*Exercise data*
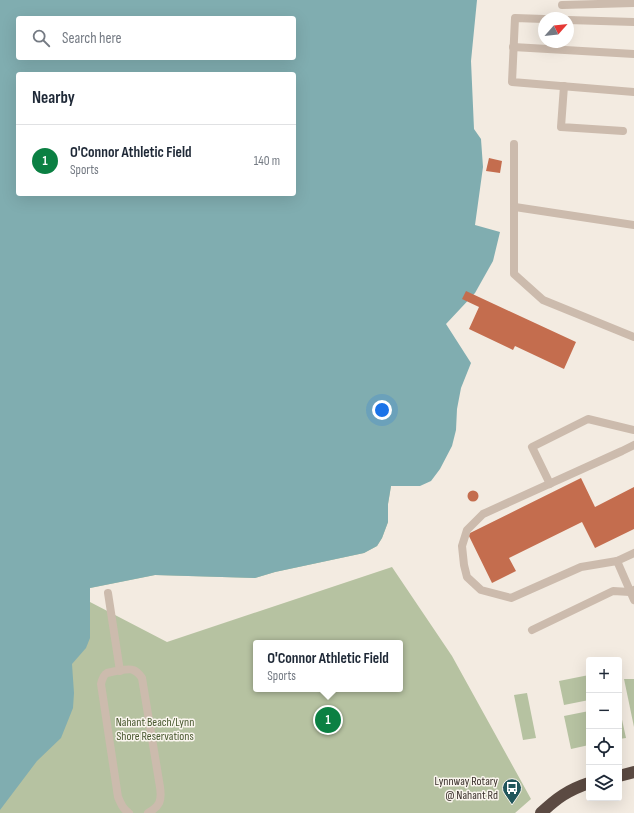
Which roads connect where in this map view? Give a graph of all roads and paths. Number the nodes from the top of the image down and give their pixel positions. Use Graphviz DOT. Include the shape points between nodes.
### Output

---

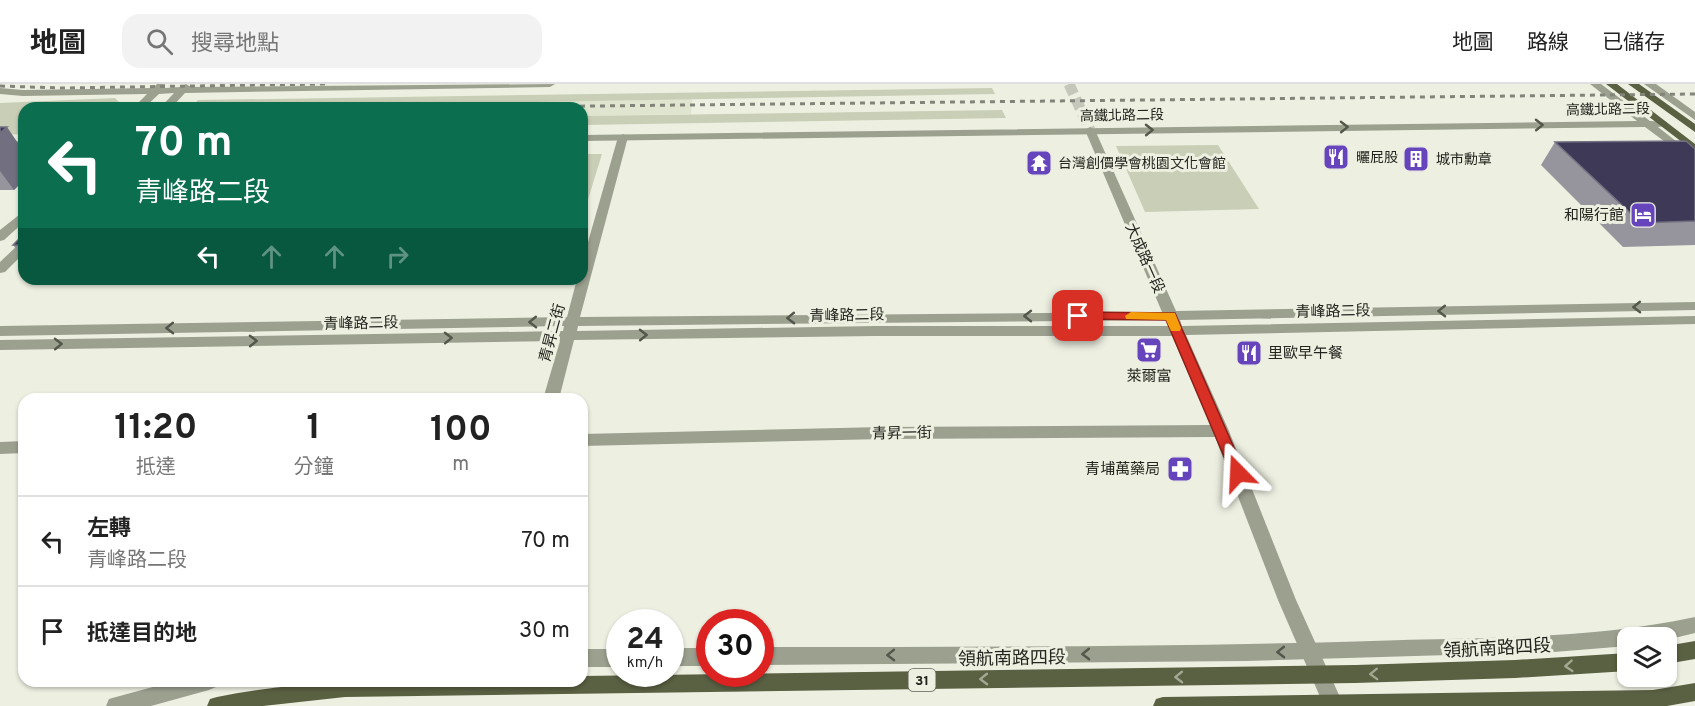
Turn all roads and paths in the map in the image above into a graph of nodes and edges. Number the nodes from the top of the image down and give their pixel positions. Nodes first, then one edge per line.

*Task instructions*
Scan the listing for the string "pixel". Copy each line that has it.

*Task output*
Which roads connect where in this map view? Give a graph of all roads and paths. Number the nodes from the top of the image down and give their pixel positions. Use Graphviz DOT. Include the shape points between nodes.
Turn all roads and paths in the map in the image above into a graph of nodes and edges. Number the nodes from the top of the image down and give their pixel positions. Nodes first, then one edge per line.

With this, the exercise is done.